Much of the campaign’s vitriol was fueled by Rokita, who embraced Trump’s brash rhetorical style and often used derogatory nicknames to refer to his opponents. His campaign even authored a children’s book in the style of Dr. Seuss to attack Messer for residing in Washington, D.C. His style rubbed some voters and many Indiana GOP establishment figures the wrong way.

Messer, on the other hand, tried to rise above the fray early in the campaign, but was quickly dragged into the pattern of attacks and counter attacks that came to define the race. He was the darling of Indiana’s Republican establishment, but it became clear Tuesday night that wasn’t necessarily an asset. He also holds the fifth-ranking leadership position among Republicans in the U.S. House.
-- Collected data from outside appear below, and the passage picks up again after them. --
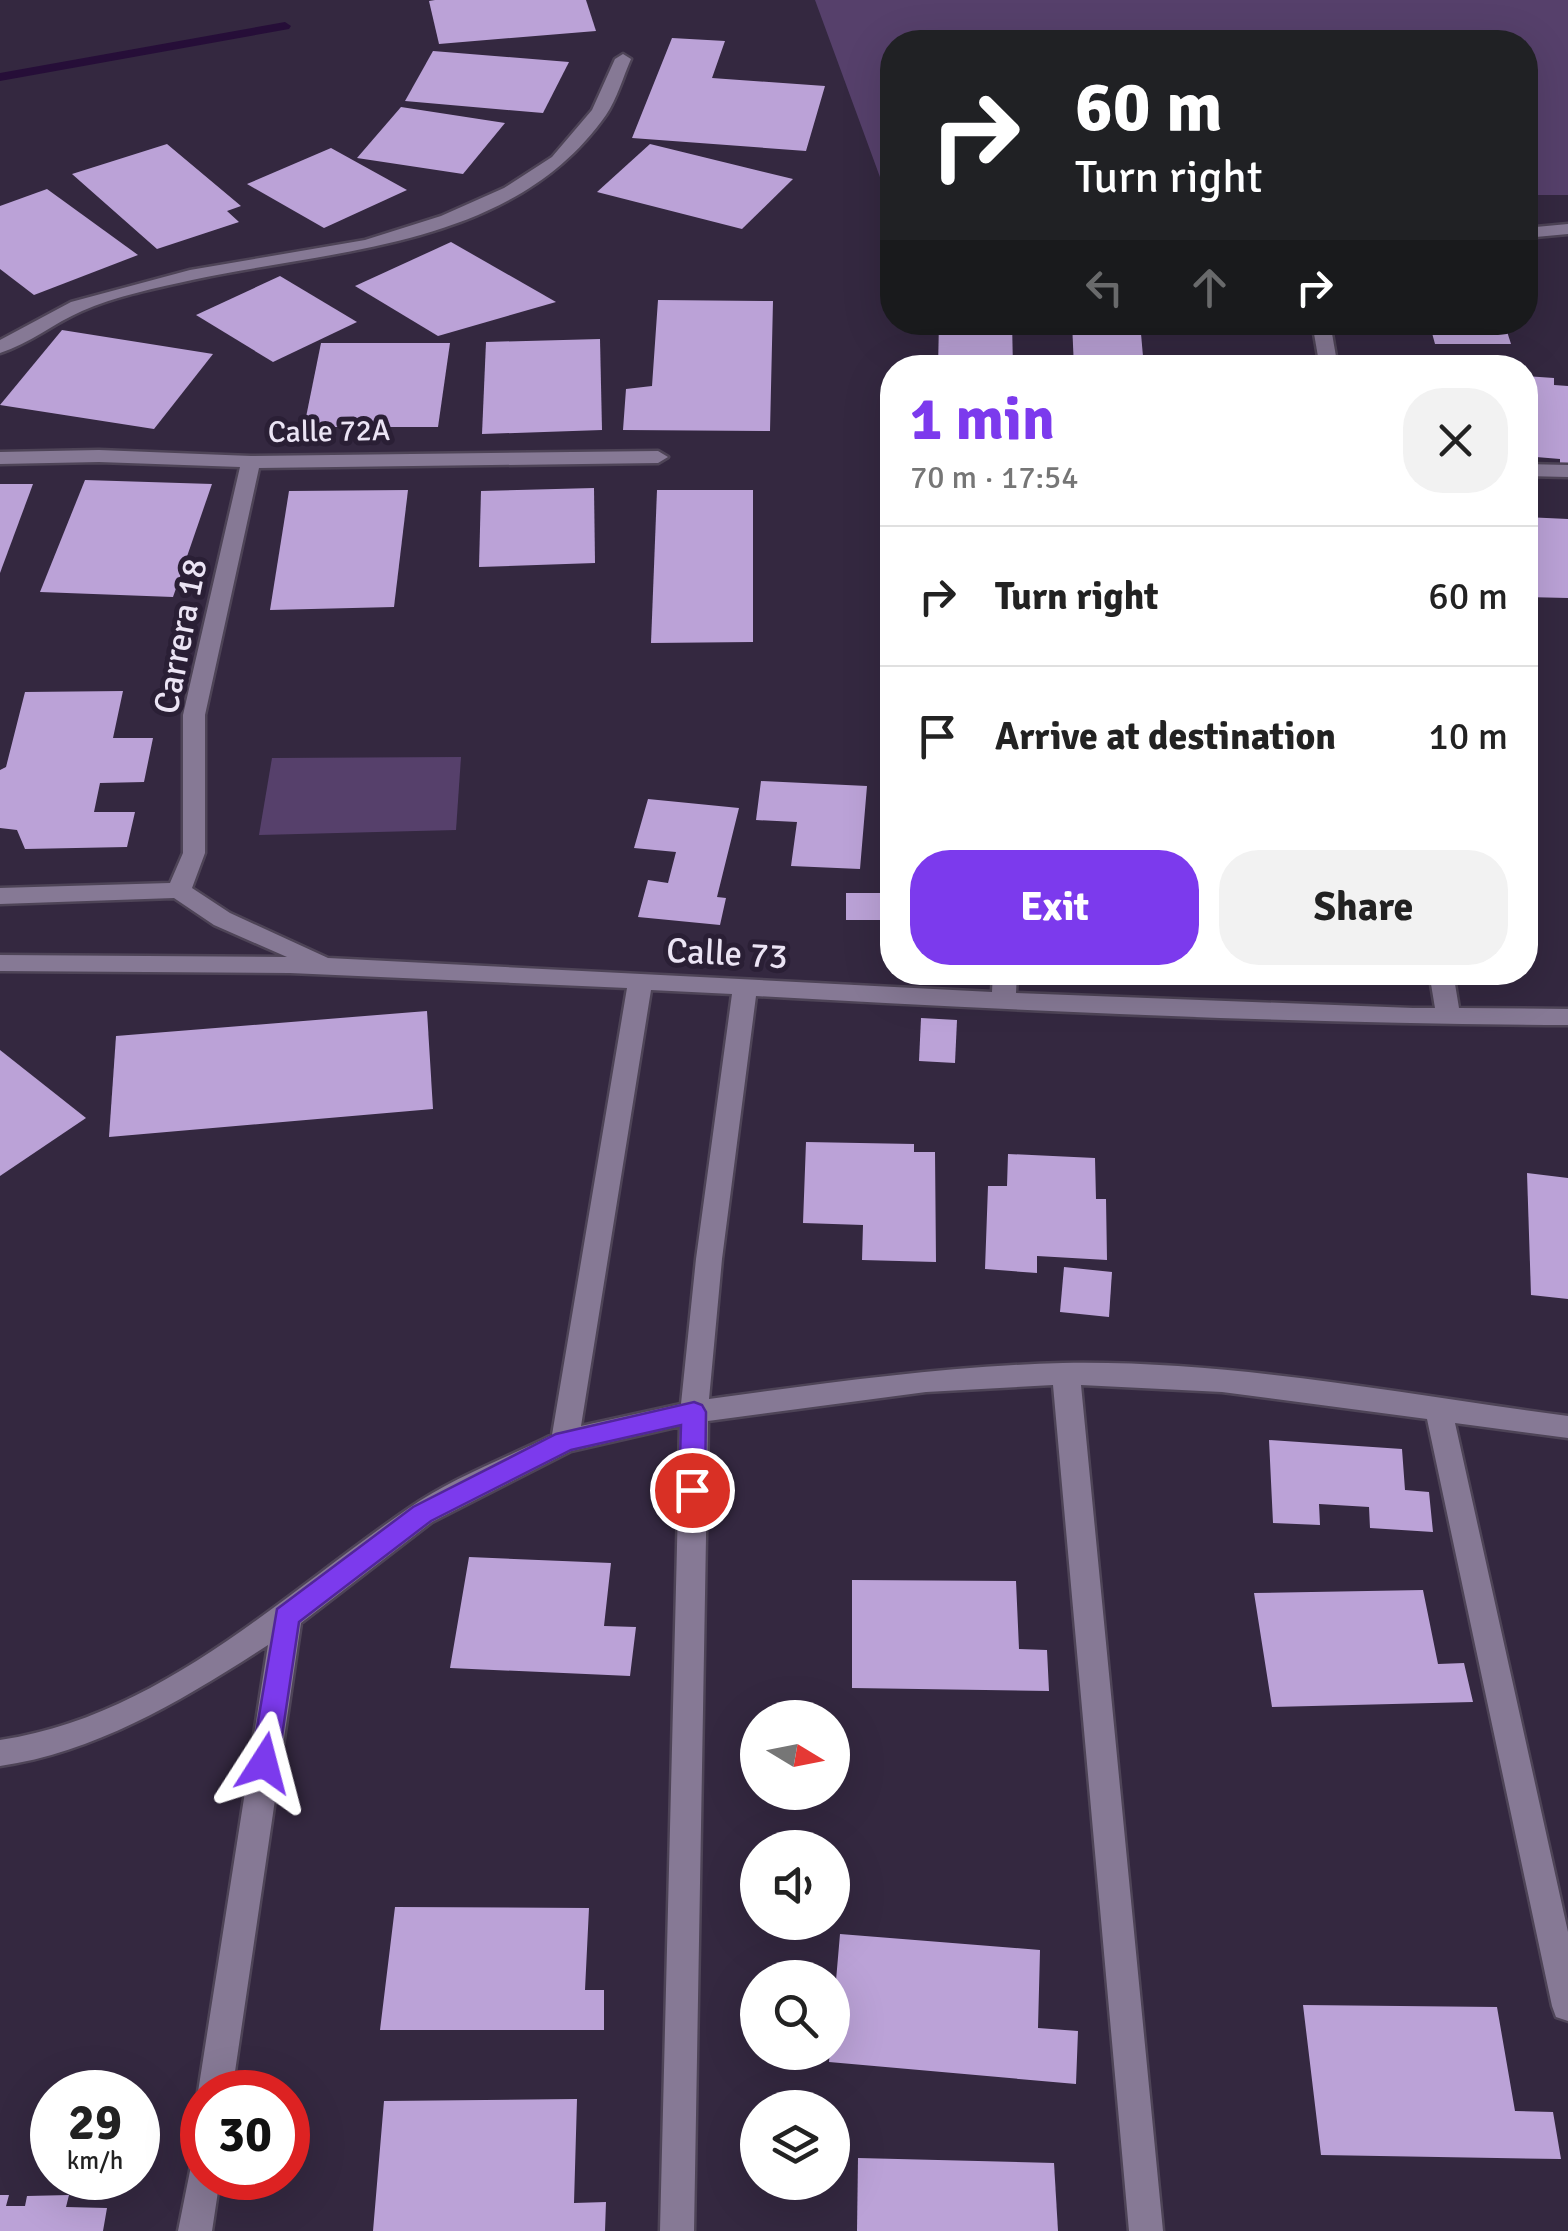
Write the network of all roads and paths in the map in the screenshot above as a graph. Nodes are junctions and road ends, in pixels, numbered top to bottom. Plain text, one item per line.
1 (623, 60) dead end
2 (1568, 229) edge
3 (1538, 231) edge
4 (0, 347) edge
5 (658, 457) dead end
6 (0, 458) edge
7 (251, 462) junction
8 (1538, 470) edge
9 (1568, 471) edge
10 (179, 890) junction
11 (0, 896) edge
12 (0, 963) edge
13 (328, 966) junction
14 (640, 983) junction
15 (1005, 985) edge
16 (1443, 985) edge
17 (745, 989) junction
18 (1004, 1004) junction
19 (1568, 1017) edge
20 (1449, 1018) junction
21 (1066, 1374) junction
22 (694, 1412) junction
23 (1439, 1412) junction
24 (1568, 1428) edge
25 (565, 1441) junction
26 (286, 1617) junction
27 (0, 1753) edge
28 (1568, 2006) edge
29 (218, 2070) edge
30 (200, 2200) edge
31 (195, 2231) edge
32 (677, 2231) edge
33 (1146, 2231) edge

1 - 4 street
2 - 3 street
5 - 7 street, Calle 72A
6 - 7 street, Calle 72A
7 - 10 street, Carrera 18
8 - 9 street
10 - 11 street
10 - 13 street
12 - 13 street, Calle 73
13 - 14 street, Calle 73
14 - 17 street, Calle 73
14 - 25 street
15 - 18 street
16 - 20 street
17 - 18 street, Calle 73
17 - 22 street
18 - 20 street, Calle 73
19 - 20 street, Calle 73
21 - 22 street
21 - 23 street
21 - 33 street
22 - 25 street
22 - 32 street
23 - 24 street
23 - 28 street
25 - 26 street
26 - 27 street
26 - 29 street
30 - 31 street

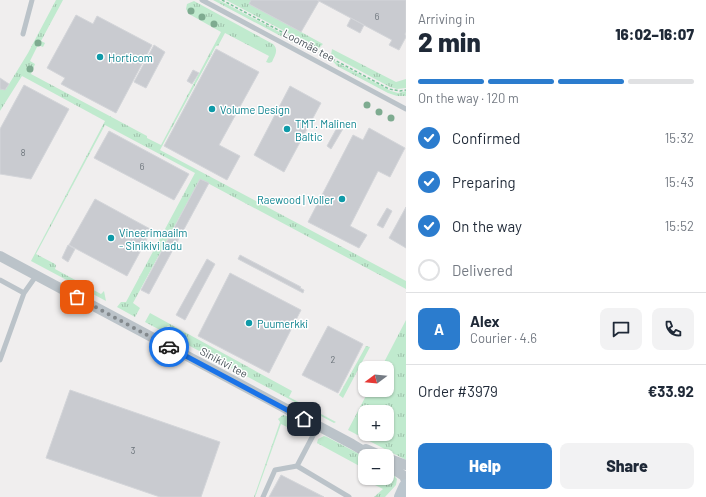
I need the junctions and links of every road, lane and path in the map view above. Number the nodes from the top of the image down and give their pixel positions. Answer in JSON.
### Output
{"nodes":[{"id":1,"x":32,"y":0,"type":"edge"},
{"id":2,"x":202,"y":0,"type":"edge"},
{"id":3,"x":222,"y":0,"type":"edge"},
{"id":4,"x":23,"y":34,"type":"dead end"},
{"id":5,"x":406,"y":90,"type":"edge"},
{"id":6,"x":406,"y":109,"type":"edge"},
{"id":7,"x":0,"y":256,"type":"edge"},
{"id":8,"x":36,"y":276,"type":"junction"},
{"id":9,"x":0,"y":280,"type":"edge"},
{"id":10,"x":24,"y":293,"type":"junction"},
{"id":11,"x":0,"y":360,"type":"edge"},
{"id":12,"x":318,"y":426,"type":"junction"},
{"id":13,"x":352,"y":444,"type":"junction"},
{"id":14,"x":360,"y":449,"type":"edge"},
{"id":15,"x":364,"y":449,"type":"edge"},
{"id":16,"x":394,"y":461,"type":"edge"},
{"id":17,"x":406,"y":465,"type":"edge"},
{"id":18,"x":296,"y":466,"type":"junction"},
{"id":19,"x":394,"y":470,"type":"edge"},
{"id":20,"x":406,"y":481,"type":"edge"},
{"id":21,"x":406,"y":486,"type":"edge"},
{"id":22,"x":263,"y":497,"type":"edge"},
{"id":23,"x":348,"y":497,"type":"edge"},
{"id":24,"x":401,"y":497,"type":"edge"}],
"edges":[{"from":1,"to":4,"type":"lane"},
{"from":2,"to":6,"type":"lane","name":"Loomäe tee"},
{"from":3,"to":5,"type":"path"},
{"from":7,"to":8,"type":"street","name":"Sinikivi tee"},
{"from":8,"to":10,"type":"lane"},
{"from":8,"to":12,"type":"street","name":"Sinikivi tee"},
{"from":9,"to":10,"type":"lane"},
{"from":10,"to":11,"type":"lane"},
{"from":12,"to":13,"type":"street","name":"Sinikivi tee"},
{"from":12,"to":18,"type":"lane"},
{"from":13,"to":14,"type":"street","name":"Sinikivi tee"},
{"from":13,"to":15,"type":"street","name":"Sinikivi tee"},
{"from":16,"to":17,"type":"street"},
{"from":18,"to":22,"type":"lane"},
{"from":18,"to":23,"type":"lane"},
{"from":19,"to":20,"type":"street"},
{"from":21,"to":24,"type":"street"}]}
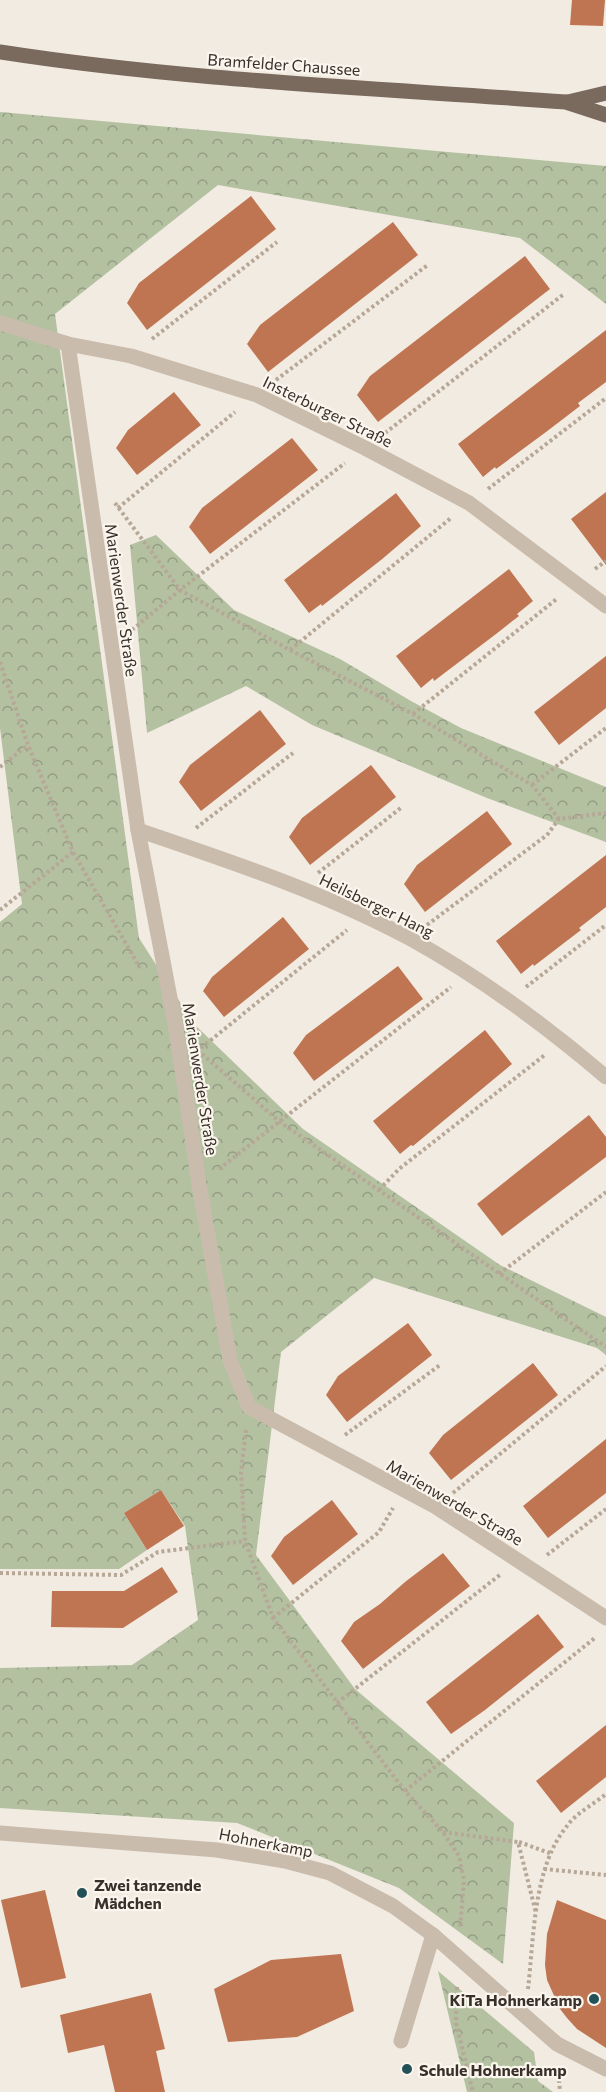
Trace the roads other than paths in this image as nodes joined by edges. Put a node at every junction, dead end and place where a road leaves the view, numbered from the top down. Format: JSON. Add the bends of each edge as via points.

“Politics sometimes offers life lessons,” Larry Sabato, director of the University of Virginia’s Center for Politics, said on Twitter. “Todd Rokita and Luke Messer had a college rivalry that continued all the way to tonight’s #INsen primary. Now they’ve destroyed each other’s chances, allowing a third candidate to win. Better for pols to bury the hatchet — but not in each other.”

With the primary behind them, Republicans are hoping that the negativity of the race doesn’t hurt Braun. While he entered the race after his opponents, scrutiny increased as he outspent his opponents and came to be viewed as the frontrunner.

And stories by the Fort Wayne Journal Gazette and the Associated Press have raised questions about his distribution and logistics business practices, including his use of government subsidies, the importing of auto parts from overseas, lawsuits from employees who say they were underpaid or otherwise mistreated and dozens of trucking safety violations.

But ultimately, Republican voters chose an outsider with business experience over two competitors with longer tenures in government and politics. The question is whether hard feelings from the race will linger and depress Republican enthusiasm in November.

Still, party leaders expressed enthusiasm about Braun’s nomination. Vice President Mike Pence, who maintains a major influence in the Indiana GOP, called to congratulate Braun, and Gov. Eric Holcomb texted him from a trade mission to Israel.

“It’s been a hard-fought primary, with three great candidates putting their names forward," Indiana Republican Party Chairman Kyle Hupfer said, "but it’s now time for Hoosier Republicans to come together and work as one team to defeat Democrat Joe Donnelly and give Hoosiers another conservative voice in the U.S. Senate."

Democrats, however, plan to continue pounding Braun. American Bridge, a Democratic Super PAC, released a new ad within moments of Braun’s victory. It features video of Rokita and Messer accusing him of buying a Senate seat and asserting that voters should not trust him.

“With no more childish primary antics to hide behind, Rep. Braun will be forced to run on his record of self-dealing and using the power of the Statehouse to enrich himself — like when he carved out a tax break for himself while repeatedly raising taxes on Hoosiers — and voters will hold him accountable in November," he said.